◆ **What you are asked to do**: From the entries below, extract every line that includes the word "main".

(Records excerpted from a collection)
>>>>
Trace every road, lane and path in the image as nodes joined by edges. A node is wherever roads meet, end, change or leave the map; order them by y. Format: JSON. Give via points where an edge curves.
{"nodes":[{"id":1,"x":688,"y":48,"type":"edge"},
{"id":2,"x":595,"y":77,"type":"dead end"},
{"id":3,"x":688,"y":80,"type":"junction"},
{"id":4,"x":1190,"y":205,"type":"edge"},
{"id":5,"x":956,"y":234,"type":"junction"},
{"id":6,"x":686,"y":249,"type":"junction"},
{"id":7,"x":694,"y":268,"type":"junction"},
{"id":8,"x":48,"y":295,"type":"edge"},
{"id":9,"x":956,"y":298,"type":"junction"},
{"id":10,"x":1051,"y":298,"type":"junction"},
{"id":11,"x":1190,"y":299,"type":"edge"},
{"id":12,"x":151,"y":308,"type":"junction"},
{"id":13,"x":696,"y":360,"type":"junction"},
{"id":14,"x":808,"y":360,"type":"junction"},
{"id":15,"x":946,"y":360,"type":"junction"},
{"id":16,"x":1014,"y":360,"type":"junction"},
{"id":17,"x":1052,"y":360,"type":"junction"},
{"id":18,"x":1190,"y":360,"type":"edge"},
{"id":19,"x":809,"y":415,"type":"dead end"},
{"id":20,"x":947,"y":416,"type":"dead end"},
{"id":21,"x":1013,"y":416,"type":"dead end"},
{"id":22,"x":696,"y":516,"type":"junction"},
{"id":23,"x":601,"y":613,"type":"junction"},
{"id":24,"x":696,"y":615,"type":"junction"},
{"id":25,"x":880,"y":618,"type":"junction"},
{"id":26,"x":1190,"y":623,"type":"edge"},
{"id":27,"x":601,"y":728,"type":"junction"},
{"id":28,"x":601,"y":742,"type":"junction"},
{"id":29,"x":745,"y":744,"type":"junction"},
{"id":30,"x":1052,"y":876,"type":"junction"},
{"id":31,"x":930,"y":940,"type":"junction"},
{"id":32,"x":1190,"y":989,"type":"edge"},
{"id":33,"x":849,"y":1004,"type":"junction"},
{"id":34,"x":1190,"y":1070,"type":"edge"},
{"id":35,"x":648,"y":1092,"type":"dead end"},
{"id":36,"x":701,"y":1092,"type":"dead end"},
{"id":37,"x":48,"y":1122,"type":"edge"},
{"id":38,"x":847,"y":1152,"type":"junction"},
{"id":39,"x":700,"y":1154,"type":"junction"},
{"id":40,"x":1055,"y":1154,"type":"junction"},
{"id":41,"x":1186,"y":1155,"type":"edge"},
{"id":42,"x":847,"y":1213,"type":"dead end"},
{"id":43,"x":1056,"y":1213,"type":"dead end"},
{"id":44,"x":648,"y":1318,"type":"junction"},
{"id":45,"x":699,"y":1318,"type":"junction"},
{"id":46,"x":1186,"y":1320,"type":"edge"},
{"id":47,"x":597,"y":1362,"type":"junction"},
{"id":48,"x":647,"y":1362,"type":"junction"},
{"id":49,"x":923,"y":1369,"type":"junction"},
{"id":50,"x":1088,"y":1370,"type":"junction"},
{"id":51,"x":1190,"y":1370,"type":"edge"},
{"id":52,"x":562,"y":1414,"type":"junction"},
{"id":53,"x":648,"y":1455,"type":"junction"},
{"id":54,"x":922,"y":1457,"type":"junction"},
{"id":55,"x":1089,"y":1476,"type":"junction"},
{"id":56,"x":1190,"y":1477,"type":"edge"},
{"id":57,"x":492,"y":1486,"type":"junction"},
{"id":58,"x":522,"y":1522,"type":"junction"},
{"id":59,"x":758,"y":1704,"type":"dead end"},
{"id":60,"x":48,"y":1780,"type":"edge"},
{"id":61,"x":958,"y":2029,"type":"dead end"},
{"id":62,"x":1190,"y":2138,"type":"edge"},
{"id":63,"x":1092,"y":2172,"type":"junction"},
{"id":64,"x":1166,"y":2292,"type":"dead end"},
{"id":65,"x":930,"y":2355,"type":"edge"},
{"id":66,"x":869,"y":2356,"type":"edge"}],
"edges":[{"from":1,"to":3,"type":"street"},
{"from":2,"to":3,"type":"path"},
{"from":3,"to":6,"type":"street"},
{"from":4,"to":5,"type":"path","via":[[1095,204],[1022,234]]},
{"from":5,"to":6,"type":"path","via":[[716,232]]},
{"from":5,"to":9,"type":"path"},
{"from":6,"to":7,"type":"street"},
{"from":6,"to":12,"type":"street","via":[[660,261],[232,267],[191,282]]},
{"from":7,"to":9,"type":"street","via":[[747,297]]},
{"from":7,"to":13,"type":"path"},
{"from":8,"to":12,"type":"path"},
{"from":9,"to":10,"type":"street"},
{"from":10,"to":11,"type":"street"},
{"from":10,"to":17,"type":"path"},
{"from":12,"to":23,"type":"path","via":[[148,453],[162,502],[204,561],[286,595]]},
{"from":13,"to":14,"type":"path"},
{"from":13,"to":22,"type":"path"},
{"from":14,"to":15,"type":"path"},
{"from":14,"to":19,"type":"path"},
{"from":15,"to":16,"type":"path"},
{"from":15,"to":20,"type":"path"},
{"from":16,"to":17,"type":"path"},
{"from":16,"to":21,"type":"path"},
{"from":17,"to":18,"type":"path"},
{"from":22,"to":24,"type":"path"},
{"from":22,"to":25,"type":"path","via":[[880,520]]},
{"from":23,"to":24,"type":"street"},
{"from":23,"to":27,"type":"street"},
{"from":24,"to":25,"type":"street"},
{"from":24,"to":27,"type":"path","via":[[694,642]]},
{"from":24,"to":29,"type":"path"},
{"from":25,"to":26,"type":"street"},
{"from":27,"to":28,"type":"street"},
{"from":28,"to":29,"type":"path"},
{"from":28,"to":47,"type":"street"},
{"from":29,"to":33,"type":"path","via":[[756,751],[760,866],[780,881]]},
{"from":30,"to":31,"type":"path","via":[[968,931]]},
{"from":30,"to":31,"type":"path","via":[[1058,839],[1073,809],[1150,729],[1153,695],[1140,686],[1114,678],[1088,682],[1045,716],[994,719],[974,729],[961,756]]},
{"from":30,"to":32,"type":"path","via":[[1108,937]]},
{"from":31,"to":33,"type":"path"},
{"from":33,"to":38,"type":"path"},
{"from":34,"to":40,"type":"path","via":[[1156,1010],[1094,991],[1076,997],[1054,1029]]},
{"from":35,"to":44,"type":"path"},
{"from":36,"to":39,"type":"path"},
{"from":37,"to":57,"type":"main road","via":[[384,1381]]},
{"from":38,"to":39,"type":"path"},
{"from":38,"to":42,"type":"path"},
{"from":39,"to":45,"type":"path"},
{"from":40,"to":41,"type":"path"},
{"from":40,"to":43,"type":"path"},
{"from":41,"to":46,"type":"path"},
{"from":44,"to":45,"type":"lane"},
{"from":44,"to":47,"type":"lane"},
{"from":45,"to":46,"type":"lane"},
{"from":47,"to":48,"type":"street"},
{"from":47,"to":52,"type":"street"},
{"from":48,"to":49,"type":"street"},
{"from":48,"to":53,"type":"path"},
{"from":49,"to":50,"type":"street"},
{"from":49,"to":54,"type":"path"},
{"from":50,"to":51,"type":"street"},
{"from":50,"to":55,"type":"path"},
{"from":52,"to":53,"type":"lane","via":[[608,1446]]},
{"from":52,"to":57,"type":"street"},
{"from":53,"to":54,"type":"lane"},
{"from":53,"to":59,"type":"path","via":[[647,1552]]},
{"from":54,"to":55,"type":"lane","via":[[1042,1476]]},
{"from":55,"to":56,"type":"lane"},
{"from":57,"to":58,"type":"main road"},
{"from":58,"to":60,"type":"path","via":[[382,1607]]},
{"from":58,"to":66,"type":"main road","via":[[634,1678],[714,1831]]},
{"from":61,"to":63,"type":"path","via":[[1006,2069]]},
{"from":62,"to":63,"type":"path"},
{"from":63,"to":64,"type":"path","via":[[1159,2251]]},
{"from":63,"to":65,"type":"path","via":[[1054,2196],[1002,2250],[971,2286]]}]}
<<<<
◆ **Solution to this task**:
{"from":37,"to":57,"type":"main road","via":[[384,1381]]},
{"from":57,"to":58,"type":"main road"},
{"from":58,"to":66,"type":"main road","via":[[634,1678],[714,1831]]},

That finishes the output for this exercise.